Le chef Langelier, maître suprême de la police de Saint-Albert, arpentait son bureau de long en large. C’était un homme de plus de soixante ans, haut de taille et dur d’aspect. Trente-cinq ans passés au service de la loi n’avaient pu réussir à lui endurcir le cœur. Bob, debout près de la fenêtre, mâchait nerveusement le bout d’une allumette. Ninette pleurait doucement, appuyée sur le large pupitre de chêne.
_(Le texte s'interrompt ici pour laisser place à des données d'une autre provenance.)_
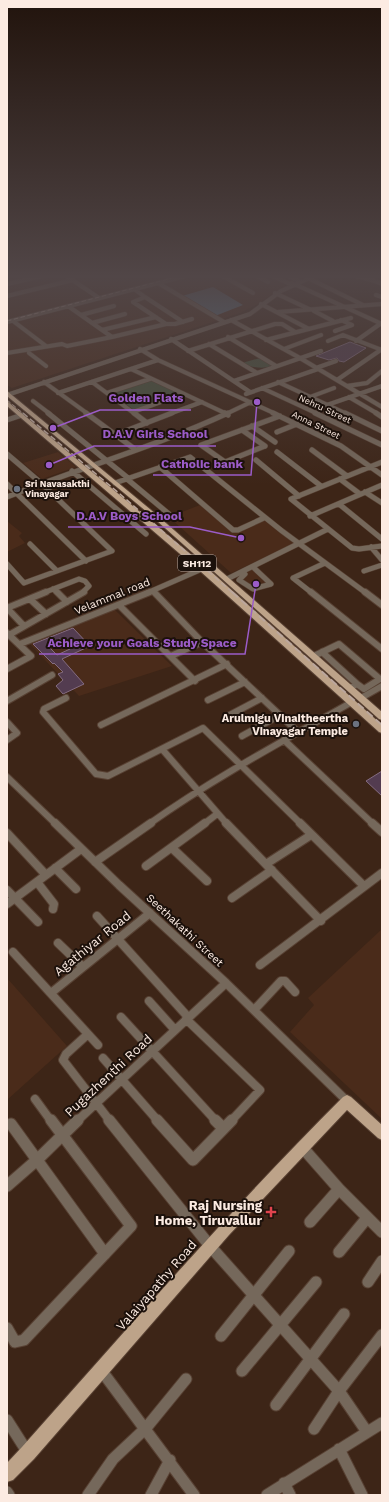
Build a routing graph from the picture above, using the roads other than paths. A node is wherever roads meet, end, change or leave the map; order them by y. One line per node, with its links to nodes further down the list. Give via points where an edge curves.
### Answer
1 (53, 345): 11 (street)
2 (72, 345): 12 (street)
3 (152, 345): 13 (street)
4 (180, 345): 16 (street)
5 (206, 345): 16 (street)
6 (211, 345): 29 (street)
7 (241, 345): 25 (street)
8 (276, 345): 14 (street)
9 (294, 345): 14 (street)
10 (369, 345): 15 (street)
11 (46, 346): 18 (street)
12 (67, 346): 19 (street)
13 (140, 349): 22 (street, Anna Street); 33 (street)
14 (284, 349): 21 (street)
15 (382, 349): 31 (street)
16 (188, 351): 32 (street)
17 (322, 351): 21 (street)
18 (7, 353)
19 (29, 353): 20 (street); 24 (street)
20 (7, 357)
21 (300, 358): 25 (street); 26 (street)
22 (158, 360): 27 (street); 46 (street, Anna Street)
23 (336, 361): 26 (street)
24 (46, 366)
25 (276, 366): 29 (street)
26 (317, 368): 31 (street); 35 (street)
27 (131, 369): 30 (street); 34 (street)
28 (382, 371): 36 (street, via 363,384)
29 (257, 373): 32 (street)
30 (150, 379): 42 (street); 44 (street)
31 (337, 380): 36 (street)
32 (234, 381): 40 (street)
33 (44, 382): 41 (street); 45 (street)
34 (92, 382): 41 (street); 42 (street)
35 (278, 382): 38 (street); 47 (street)
36 (347, 386): 43 (street)
37 (382, 386): 43 (street)
38 (262, 388): 40 (street); 68 (street, Nehru Street)
39 (334, 388): 47 (street)
40 (250, 392): 46 (street)
41 (58, 393): 66 (street)
42 (108, 393): 54 (street)
43 (359, 393): 48 (street); 53 (street)
44 (183, 394): 50 (street); 54 (street)
45 (8, 397): 55 (main road, SH112); 76 (main road, SH112)
46 (240, 397): 51 (street, Anna Street)
47 (310, 397): 52 (street)
48 (349, 397): 52 (street); 58 (street)
49 (33, 401): 73 (street)
50 (202, 402): 56 (street); 60 (street)
51 (251, 402): 56 (street); 57 (street, Anna Street)
52 (327, 405): 64 (street)
53 (382, 407)
54 (133, 412): 60 (street)
55 (22, 415): 59 (street); 78 (main road, SH112)
56 (228, 415): 69 (street)
57 (280, 416): 61 (street, Anna Street); 62 (street)
58 (382, 417)
59 (7, 420)
60 (147, 423): 66 (street)
61 (297, 424): 65 (street); 77 (street, Anna Street, via 341,446)
62 (252, 426): 63 (street); 67 (street)
63 (242, 430): 63 (street, via 264,446 224,462 202,446 202,443)
64 (382, 431)
65 (277, 432)
66 (115, 435): 69 (street)
67 (274, 442)
68 (382, 444)
69 (136, 450): 73 (street)
70 (312, 450): 82 (street)
71 (277, 452): 89 (street)
72 (7, 454): 85 (street)
73 (105, 460): 76 (street); 83 (street)
74 (256, 460): 92 (street)
75 (382, 462): 77 (street)
76 (92, 464): 78 (street); 86 (main road, SH112)
77 (370, 466): 81 (street, Anna Street); 82 (street)
78 (83, 467): 80 (street); 113 (main road, SH112)
79 (160, 467): 83 (street); 98 (street, via 190,457); 98 (street, via 233,530)
80 (72, 471): 85 (street); 100 (street)
81 (382, 474)
82 (347, 476): 84 (street)
83 (128, 478): 86 (street); 96 (street)
84 (340, 479): 89 (street); 91 (street)
85 (41, 483): 90 (street); 107 (street, via 112,551)
86 (116, 483): 110 (main road, SH112)
87 (7, 484): 90 (street)
88 (382, 485): 91 (street)
89 (321, 486): 92 (street)
90 (17, 493): 93 (street); 107 (street)
91 (363, 493): 94 (street); 95 (street)
92 (299, 496): 97 (street, via 291,499)
93 (7, 497)
94 (382, 503)
95 (339, 504): 97 (street); 101 (street)
96 (169, 514)
97 (310, 516): 99 (street)
98 (264, 518): 103 (street)
99 (328, 529): 103 (street); 105 (street, via 352,548)
100 (146, 534)
101 (382, 539)
102 (30, 544): 114 (street)
103 (299, 544): 108 (street); 112 (street)
104 (382, 546): 105 (street)
105 (371, 547): 106 (street)
106 (382, 560)
107 (86, 561): 114 (street)
108 (325, 563): 117 (street); 126 (street)
109 (7, 564): 114 (street, via 24,583)
110 (211, 565): 113 (street, Velammal road); 118 (main road, SH112)
111 (382, 565): 115 (street)
112 (254, 567): 118 (street); 120 (street, via 238,578); 120 (street, via 271,582)
113 (203, 569): 121 (street, Velammal road); 150 (main road, SH112)
114 (56, 570)
115 (364, 571)
116 (287, 572): 117 (street)
117 (294, 578): 133 (street)
118 (227, 579): 122 (main road, SH112)
119 (53, 589): 123 (street); 124 (street); 124 (street, via 79,579 87,583 88,589)
120 (253, 589): 122 (street, via 253,593)
121 (152, 591): 125 (street, Velammal road); 131 (street)
122 (246, 596): 136 (main road, SH112)
123 (30, 599): 127 (street); 128 (street)
124 (68, 602): 128 (street)
125 (119, 605): 132 (street, Velammal road); 135 (street)
126 (382, 605)
127 (7, 608): 129 (street)
128 (46, 614): 129 (street)
129 (24, 626): 130 (street)
130 (9, 632): 132 (street)
131 (202, 642): 135 (street); 137 (street)
132 (20, 644): 138 (street, via 31,656)
133 (382, 649)
134 (322, 652): 136 (street); 142 (street); 142 (street, via 338,644 380,679 364,689)
135 (171, 656): 140 (street)
136 (314, 656): 144 (main road, SH112)
137 (227, 664): 140 (street); 141 (street)
138 (7, 669)
139 (52, 674): 149 (street)
140 (195, 681): 155 (street)
141 (245, 682): 146 (street); 148 (street)
142 (357, 684): 144 (street)
143 (382, 686): 147 (street)
144 (350, 688): 147 (main road, SH112)
145 (66, 698): 161 (street, via 42,712 96,774 108,776)
146 (262, 698): 151 (street); 152 (street)
147 (360, 698): 153 (main road, SH112)
148 (208, 700)
149 (7, 701)
150 (352, 702): 156 (main road, SH112); 157 (street)
151 (280, 715): 157 (street); 158 (street)
152 (226, 717)
153 (382, 717)
154 (7, 722): 159 (street, via 17,733)
155 (101, 725)
156 (382, 730)
157 (298, 732): 160 (street)
158 (242, 736)
159 (7, 740)
160 (284, 740): 162 (street); 166 (street)
161 (162, 749): 162 (street, via 203,728); 164 (street)
162 (239, 765): 164 (street); 168 (street)
163 (7, 777): 170 (street, Seethakathi Street)
164 (196, 791): 165 (street); 171 (street)
165 (217, 814): 169 (street); 173 (street)
166 (382, 832)
167 (7, 833): 176 (street)
168 (311, 835): 173 (street); 179 (street)
169 (172, 848): 172 (street); 177 (street)
170 (81, 849): 171 (street, Seethakathi Street); 174 (street)
171 (94, 862): 186 (street, Seethakathi Street)
172 (146, 866)
173 (269, 867): 183 (street); 188 (street)
174 (55, 868): 176 (street); 180 (street)
175 (382, 873): 179 (street)
176 (46, 875): 178 (street)
177 (207, 881)
178 (37, 882): 182 (street); 185 (street, via 54,904)
179 (364, 886): 188 (street)
180 (76, 889)
181 (7, 890): 182 (street)
182 (15, 898): 184 (street); 189 (street)
183 (232, 898)
184 (7, 904)
185 (53, 909)
186 (150, 913): 190 (street, Agathiyar Road); 195 (street, Seethakathi Street)
187 (97, 916): 190 (street)
188 (321, 921): 193 (street)
189 (38, 922)
190 (118, 939): 194 (street, Agathiyar Road); 201 (street)
191 (58, 943): 194 (street)
192 (13, 952): 197 (street)
193 (260, 965)
194 (82, 967): 197 (street, Agathiyar Road)
195 (226, 983): 199 (street, Seethakathi Street); 201 (street, Pugazhenthi Road)
196 (295, 992): 199 (street, via 285,981 281,981)
197 (51, 993): 203 (street)
198 (149, 1001): 202 (street)
199 (254, 1010): 209 (street, Seethakathi Street)
200 (121, 1017): 205 (street)
201 (187, 1018): 202 (street, Pugazhenthi Road); 212 (street, via 260,1090)
202 (175, 1030): 205 (street, Pugazhenthi Road)
203 (88, 1034): 204 (street); 210 (street, via 63,1060)
204 (98, 1044)
205 (153, 1050): 207 (street, Pugazhenthi Road); 212 (street)
206 (103, 1058): 207 (street)
207 (122, 1079): 210 (street, Pugazhenthi Road); 212 (street, via 193,1160)
208 (35, 1099): 214 (street)
209 (347, 1101): 213 (main road); 215 (main road, Valaiyapathy Road)
210 (96, 1102): 214 (street, Pugazhenthi Road); 222 (street)
211 (11, 1124): 216 (street)
212 (223, 1128)
213 (382, 1134)
214 (63, 1135): 216 (street, Pugazhenthi Road); 225 (street, via 131,1226)
215 (302, 1147): 218 (street); 222 (main road, Valaiyapathy Road)
216 (38, 1159): 217 (street, Pugazhenthi Road); 225 (street)
217 (7, 1186)
218 (339, 1189): 219 (street); 220 (street)
219 (367, 1218): 221 (street); 224 (street)
220 (310, 1222)
221 (382, 1232)
222 (210, 1246): 229 (street); 236 (main road, Valaiyapathy Road)
223 (289, 1252): 229 (street)
224 (339, 1252)
225 (105, 1254): 232 (street, via 24,1340 15,1342)
226 (382, 1261): 228 (street)
227 (316, 1282): 231 (street)
228 (368, 1282)
229 (254, 1295): 231 (street); 234 (street)
230 (344, 1314): 235 (street)
231 (280, 1325): 235 (street); 237 (street)
232 (7, 1328)
233 (382, 1335): 239 (street)
234 (221, 1336)
235 (311, 1359): 239 (street); 240 (street)
236 (101, 1370): 243 (street); 247 (main road, Valaiyapathy Road)
237 (242, 1371)
238 (186, 1379): 243 (street)
239 (339, 1391): 244 (street); 245 (street)
240 (276, 1405)
241 (7, 1420): 247 (street)
242 (382, 1423): 245 (street)
243 (146, 1428): 248 (street); 254 (street, via 113,1459)
244 (314, 1429)
245 (367, 1432): 246 (street)
246 (338, 1449): 250 (street); 258 (street)
247 (28, 1453): 249 (main road, Valaiyapathy Road)
248 (170, 1460): 252 (street); 255 (street)
249 (7, 1474)
250 (284, 1483): 256 (street); 257 (street)
251 (7, 1492): 253 (street)
252 (194, 1494)
253 (9, 1495)
254 (88, 1495)
255 (150, 1495)
256 (267, 1495)
257 (290, 1495)
258 (362, 1495)

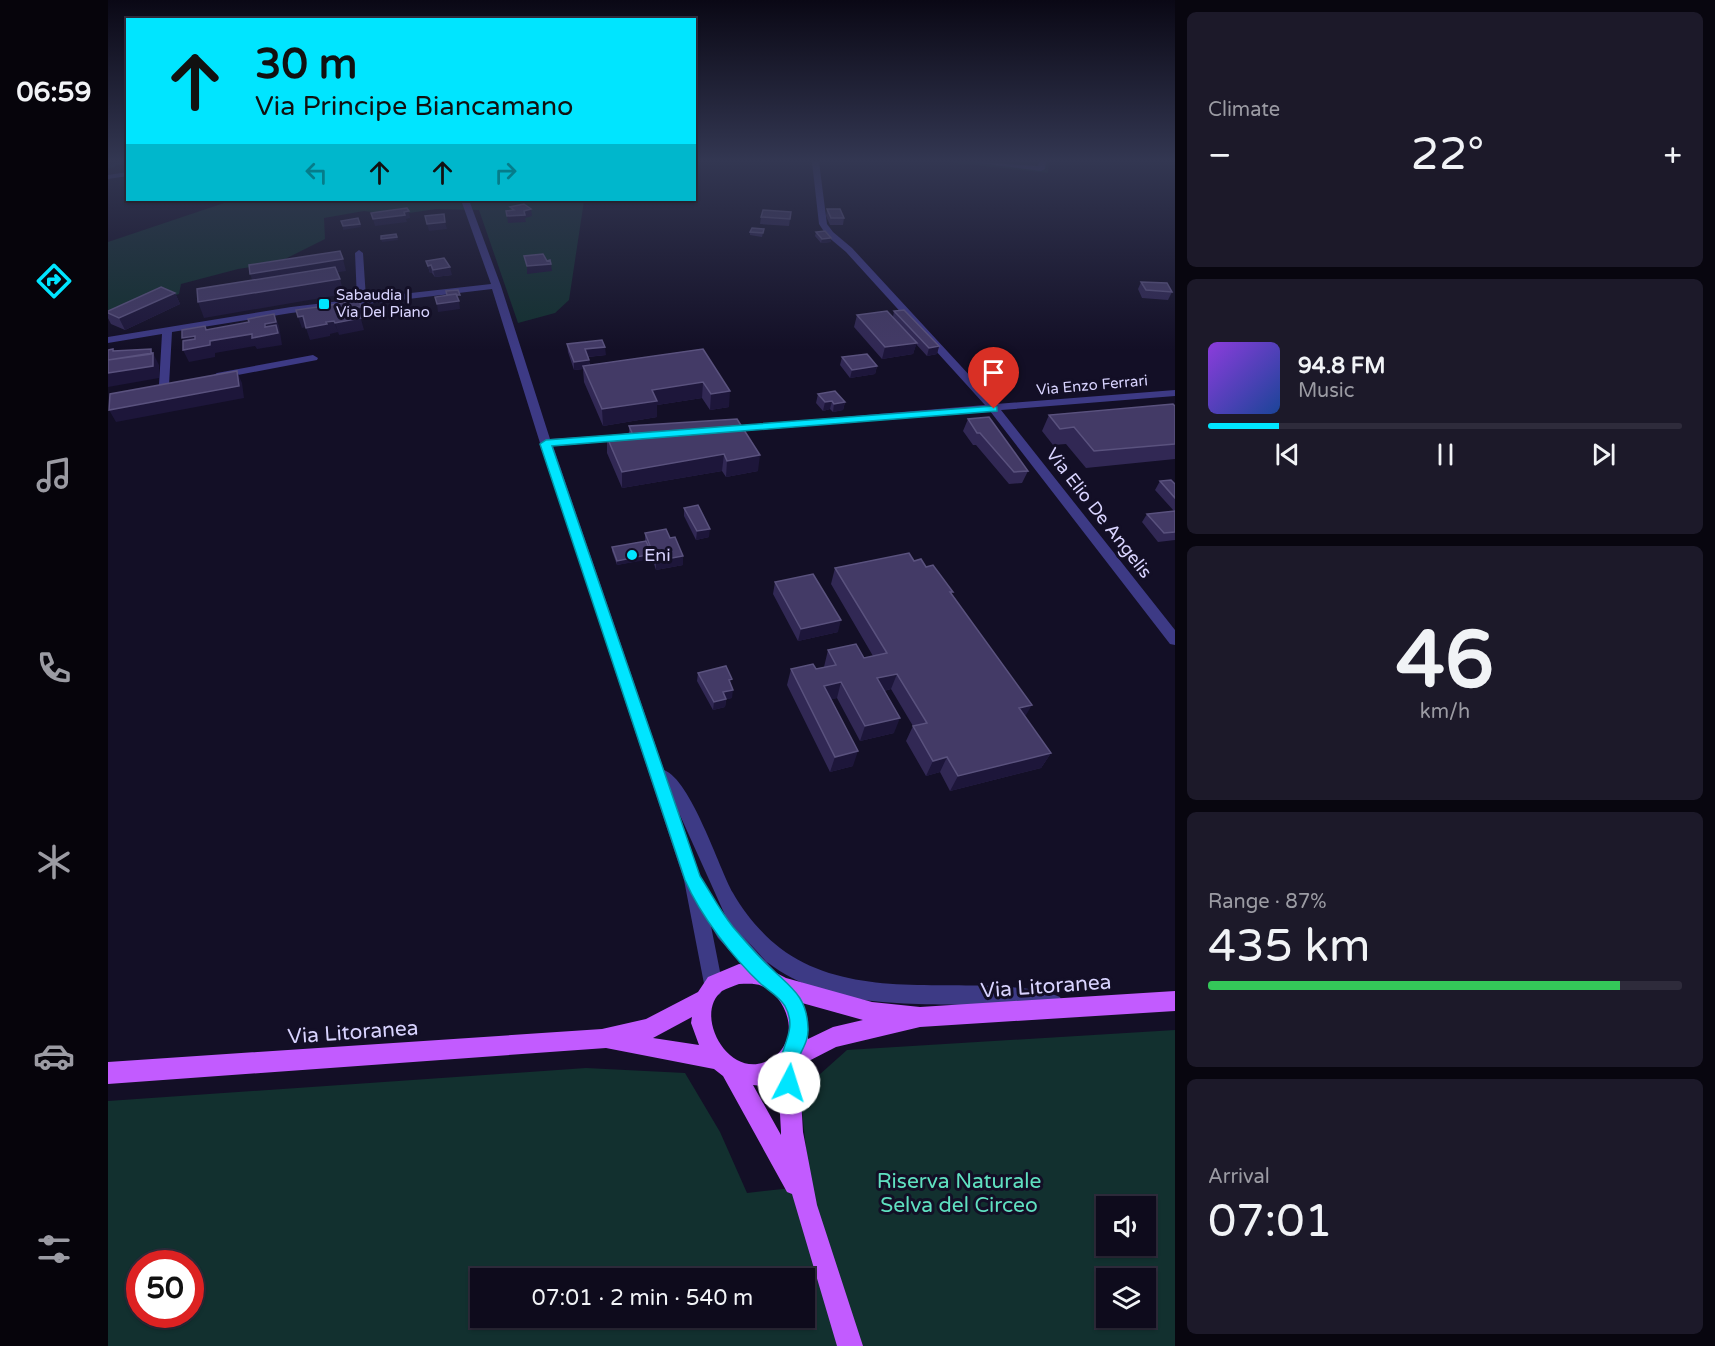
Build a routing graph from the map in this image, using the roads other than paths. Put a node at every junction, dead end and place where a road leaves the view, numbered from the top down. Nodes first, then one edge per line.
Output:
1 (474, 225) edge
2 (825, 225) edge
3 (359, 253) dead end
4 (496, 286) junction
5 (362, 302) junction
6 (168, 330) junction
7 (108, 340) edge
8 (313, 358) dead end
9 (210, 377) edge
10 (175, 383) edge
11 (1174, 394) edge
12 (994, 409) junction
13 (711, 431) edge
14 (640, 436) edge
15 (546, 444) junction
16 (1175, 640) edge
17 (654, 765) junction
18 (693, 880) junction
19 (774, 982) junction
20 (709, 993) junction
21 (1175, 1001) edge
22 (1070, 1009) junction
23 (920, 1017) junction
24 (602, 1039) junction
25 (788, 1060) junction
26 (724, 1064) junction
27 (108, 1073) edge
28 (805, 1205) junction
29 (850, 1346) edge

1 - 4 street
2 - 12 street, Via Elio De Angelis
3 - 5 street
4 - 5 street
4 - 15 street
5 - 6 street
6 - 7 street
6 - 10 street
8 - 9 street
11 - 12 street, Via Enzo Ferrari
12 - 13 street, Via Enzo Ferrari
12 - 16 street, Via Elio De Angelis
14 - 15 street
15 - 17 street
17 - 18 street
17 - 22 street
18 - 19 street
18 - 20 street
19 - 20 main road
19 - 23 main road, Via Litoranea
19 - 25 main road
20 - 24 main road, Via Litoranea
20 - 26 main road
21 - 22 main road, Via Litoranea
22 - 23 main road, Via Litoranea
23 - 25 main road, Via Litoranea
24 - 26 main road, Via Litoranea
24 - 27 main road, Via Litoranea
25 - 26 main road
25 - 28 main road
26 - 28 main road
28 - 29 main road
— Voyons, monsieur Langelier, répétait-elle pour la vingtième fois, vous allez le relâcher ? Il n’est pas possible qu’il ait fait quelque chose de mal !

— Ah ! ça me fait ben de la peine, mam’zelle Lortie, ben de la peine de vous voir tant de chagrin, mais sur les quinze cimequières de gars qu’on m’a amenés, je pense que je vais être obligé d’en garder rien qu’un, puis ça va être votre frère !

— Mais qu’est-ce qu’il a fait ?

— Il y a un homme à l’hôpital, le crâne fendu, bouteille cassée sur la tête. Il en reviendra peut-être bien pas.

— Mais ça ne peut pas être Marcel qui…

— Ça a bien l’air à ça, cimequière ! Il y a deux types qui disent qu’ils l’ont vu et il faut bien vous dire que s’il fallait que le blessé vienne à mourir, votre frère serait dans une fichue position, c’est moi qui vous le dis !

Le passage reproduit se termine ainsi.